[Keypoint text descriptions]
Segment Open
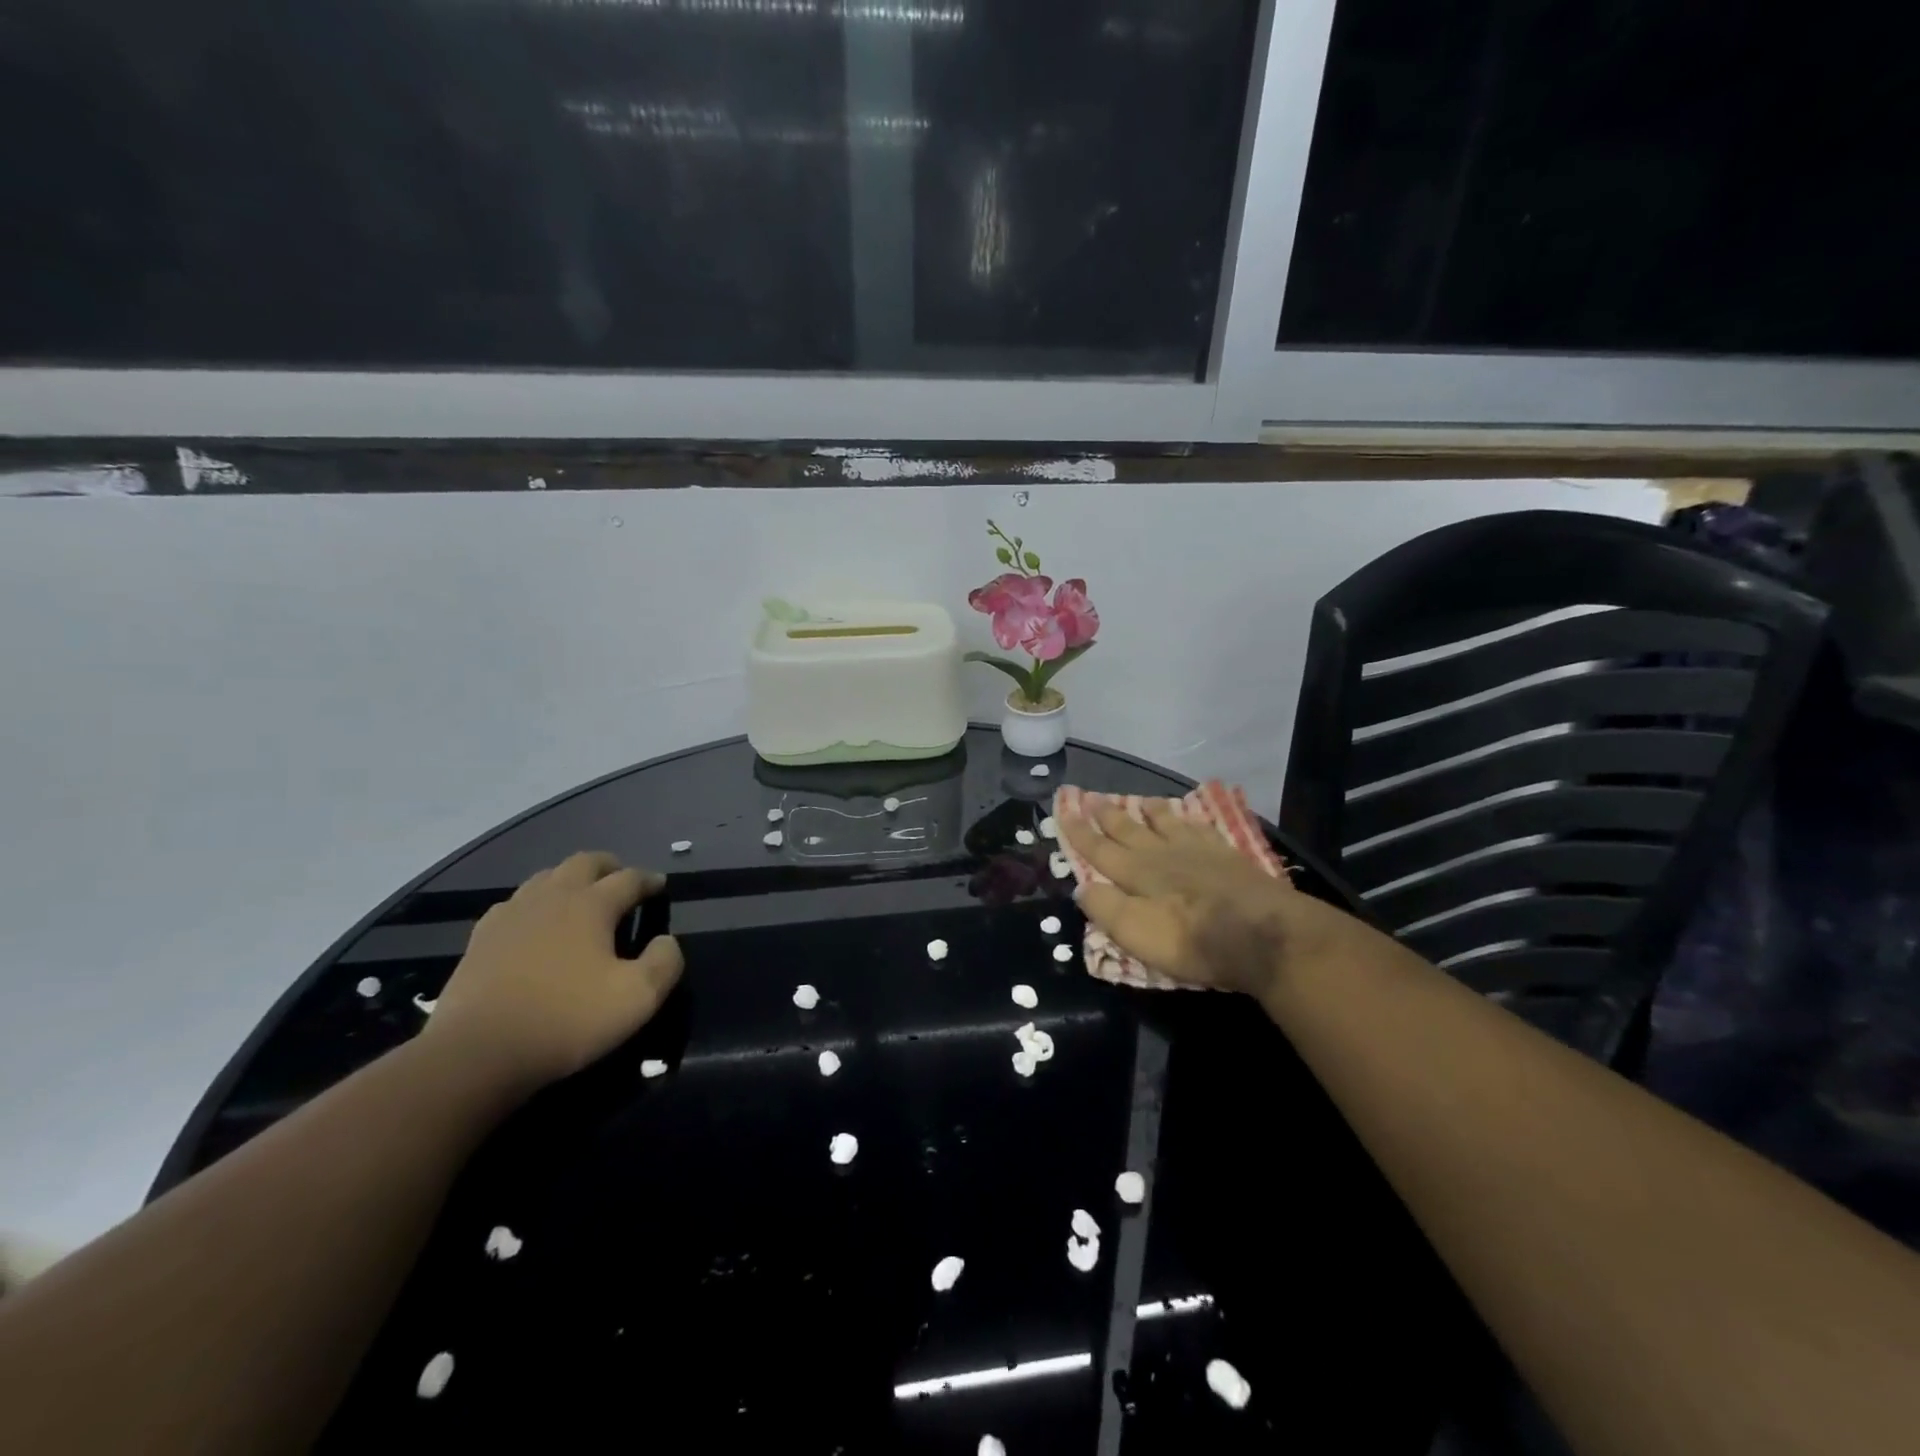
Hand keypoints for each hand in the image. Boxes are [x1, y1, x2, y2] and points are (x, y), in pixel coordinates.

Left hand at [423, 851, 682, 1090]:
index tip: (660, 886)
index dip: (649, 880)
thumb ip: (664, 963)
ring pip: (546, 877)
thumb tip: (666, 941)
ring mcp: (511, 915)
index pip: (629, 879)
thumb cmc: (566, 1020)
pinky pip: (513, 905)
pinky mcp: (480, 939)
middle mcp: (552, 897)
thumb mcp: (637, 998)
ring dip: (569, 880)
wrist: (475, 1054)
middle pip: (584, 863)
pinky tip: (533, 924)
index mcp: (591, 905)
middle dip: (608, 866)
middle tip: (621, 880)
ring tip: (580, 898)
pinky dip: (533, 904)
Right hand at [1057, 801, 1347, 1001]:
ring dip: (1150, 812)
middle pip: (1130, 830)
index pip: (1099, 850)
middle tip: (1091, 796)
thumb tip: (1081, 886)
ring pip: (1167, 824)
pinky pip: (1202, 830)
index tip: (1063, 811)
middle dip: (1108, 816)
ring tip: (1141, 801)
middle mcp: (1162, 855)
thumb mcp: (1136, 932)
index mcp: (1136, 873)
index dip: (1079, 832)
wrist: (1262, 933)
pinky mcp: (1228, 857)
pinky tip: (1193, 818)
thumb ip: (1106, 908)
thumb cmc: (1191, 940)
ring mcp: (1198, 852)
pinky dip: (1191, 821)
Segment Closed
Segment Open
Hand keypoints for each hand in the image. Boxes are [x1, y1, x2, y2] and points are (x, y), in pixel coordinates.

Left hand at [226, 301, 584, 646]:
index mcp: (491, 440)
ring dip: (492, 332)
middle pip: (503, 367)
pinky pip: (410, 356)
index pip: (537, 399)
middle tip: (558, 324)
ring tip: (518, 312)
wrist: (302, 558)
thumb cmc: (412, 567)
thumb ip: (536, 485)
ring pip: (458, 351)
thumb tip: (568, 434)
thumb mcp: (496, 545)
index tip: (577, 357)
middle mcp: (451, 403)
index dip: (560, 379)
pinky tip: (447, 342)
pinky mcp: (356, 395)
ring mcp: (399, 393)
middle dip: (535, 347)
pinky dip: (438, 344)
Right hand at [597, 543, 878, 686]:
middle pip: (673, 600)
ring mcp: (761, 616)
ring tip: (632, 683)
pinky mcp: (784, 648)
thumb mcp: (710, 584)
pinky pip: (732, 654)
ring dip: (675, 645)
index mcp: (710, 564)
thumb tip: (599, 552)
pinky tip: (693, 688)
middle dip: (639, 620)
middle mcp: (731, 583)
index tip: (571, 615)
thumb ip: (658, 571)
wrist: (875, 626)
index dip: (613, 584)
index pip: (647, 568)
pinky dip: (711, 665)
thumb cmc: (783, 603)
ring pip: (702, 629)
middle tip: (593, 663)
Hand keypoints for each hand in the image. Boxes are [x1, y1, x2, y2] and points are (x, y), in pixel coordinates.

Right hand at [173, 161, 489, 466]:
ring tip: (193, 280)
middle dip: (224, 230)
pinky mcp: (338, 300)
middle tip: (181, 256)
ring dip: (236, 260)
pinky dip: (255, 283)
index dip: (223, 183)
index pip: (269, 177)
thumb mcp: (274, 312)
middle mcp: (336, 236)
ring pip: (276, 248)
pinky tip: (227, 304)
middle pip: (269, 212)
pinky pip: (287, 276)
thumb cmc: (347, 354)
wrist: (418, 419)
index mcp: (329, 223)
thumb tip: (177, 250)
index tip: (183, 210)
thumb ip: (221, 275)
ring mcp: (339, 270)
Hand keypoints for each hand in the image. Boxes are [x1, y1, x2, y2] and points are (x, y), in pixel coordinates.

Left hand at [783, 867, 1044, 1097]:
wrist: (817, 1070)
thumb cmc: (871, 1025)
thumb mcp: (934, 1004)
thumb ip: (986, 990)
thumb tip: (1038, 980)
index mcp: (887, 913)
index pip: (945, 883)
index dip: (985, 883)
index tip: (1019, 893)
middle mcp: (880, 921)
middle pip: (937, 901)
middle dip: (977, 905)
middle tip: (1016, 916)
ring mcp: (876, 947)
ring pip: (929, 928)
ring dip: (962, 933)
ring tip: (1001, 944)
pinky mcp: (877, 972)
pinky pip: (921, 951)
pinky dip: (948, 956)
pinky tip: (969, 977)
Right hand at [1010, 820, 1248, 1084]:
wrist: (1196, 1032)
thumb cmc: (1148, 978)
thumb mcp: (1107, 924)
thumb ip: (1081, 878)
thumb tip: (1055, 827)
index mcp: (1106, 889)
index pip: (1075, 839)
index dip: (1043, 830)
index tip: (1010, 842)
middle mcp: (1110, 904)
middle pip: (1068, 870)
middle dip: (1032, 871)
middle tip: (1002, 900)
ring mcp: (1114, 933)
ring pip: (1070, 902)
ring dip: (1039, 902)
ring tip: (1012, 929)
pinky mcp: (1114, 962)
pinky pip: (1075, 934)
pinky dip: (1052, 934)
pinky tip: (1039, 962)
Segment Closed
> _Activity_
An exact copy of the lines above, from the one containing "ring mcp: (876, 947)" down to the one containing "pinky tip: (1039, 962)" and including both, is the whole answer; retype it and nothing else.

> _Answer to the exercise_
ring mcp: (876, 947)
ring pip: (929, 928)
ring dip: (962, 933)
ring tip: (1001, 944)
pinky mcp: (877, 972)
pinky pip: (921, 951)
pinky dip: (948, 956)
pinky tip: (969, 977)
Right hand at [1010, 820, 1248, 1084]:
wrist: (1196, 1032)
thumb cmc: (1148, 978)
thumb mcp: (1107, 924)
thumb ip: (1081, 878)
thumb tip: (1055, 827)
index mcp: (1106, 889)
index pip: (1075, 839)
index dip: (1043, 830)
index tip: (1010, 842)
middle mcp: (1110, 904)
middle pip: (1068, 870)
middle dip: (1032, 871)
middle tip: (1002, 900)
ring mcp: (1114, 933)
ring pip: (1070, 902)
ring dip: (1039, 902)
ring tip: (1012, 929)
pinky mcp: (1114, 962)
pinky pip: (1075, 934)
pinky dip: (1052, 934)
pinky tip: (1039, 962)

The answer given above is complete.